Chonopeltis

Scientific classification
- Kingdom: Animalia
- Phylum: Arthropoda
- Clade: Pancrustacea
- Class: Ichthyostraca
- Order: Arguloida
- Family: Argulidae
- Genus: Chonopeltis Thiele, 1900

= Chonopeltis =

Genus of fish lice

Chonopeltis is a genus of fish lice in the subclass Branchiura. These crustaceans are ectoparasitic freshwater fish host. Species of this genus are exclusively found in rivers in Africa.

==Description==
Members of this genus do not grow any larger than a few millimetres. They have flat bodies covered by a carapace, and have two large suction cups, one on either side their heads. These suction cups are used to attach to their hosts. Chonopeltis feed on various tissues, including mucus, internal fluids, and sloughed-off scales.

The genus Chonopeltis is distinguished from the genus Argulus due to its lack of a preoral spine and from Dolops by the presence of suckers rather than hooks.

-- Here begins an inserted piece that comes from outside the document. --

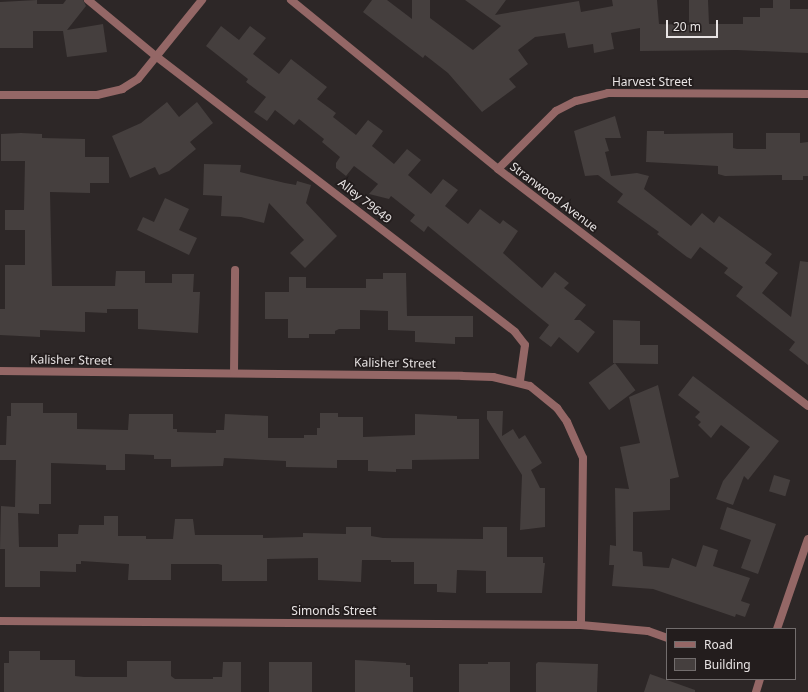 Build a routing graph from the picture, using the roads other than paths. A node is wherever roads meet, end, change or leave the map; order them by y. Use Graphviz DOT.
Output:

==Reproduction and life cycle==
Mating and larval development of Chonopeltis occur on the host. Gravid females do not leave the host to lay eggs, as they are poor swimmers. This is in contrast to other members of the family Argulidae, who must leave their hosts to mate. Unlike many other crustaceans, female Chonopeltis do not carry the fertilised eggs in an egg sac, but they deposit their eggs on a substrate. To lay they eggs, the females do not leave the fish host, but lean off.

==Species==
As of December, 2022, there are 12 species recognised in the genus Chonopeltis:

- Chonopeltis australis Boxshall, 1976
- Chonopeltis brevis Fryer, 1961
- Chonopeltis congicus Fryer, 1959
- Chonopeltis elongatus Fryer, 1974
- Chonopeltis flaccifrons Fryer, 1960
- Chonopeltis fryeri Van As, 1986
- Chonopeltis inermis Thiele, 1900
- Chonopeltis lisikili Van As J.G. & Van As L.L., 1996
- Chonopeltis liversedgi Van As & Van As, 1999
- Chonopeltis meridionalis Fryer, 1964
- Chonopeltis minutus Fryer, 1977
- Chonopeltis schoutedeni Brian, 1940

The species Chonopeltis minutus may be extinct as it has not been observed since 1974.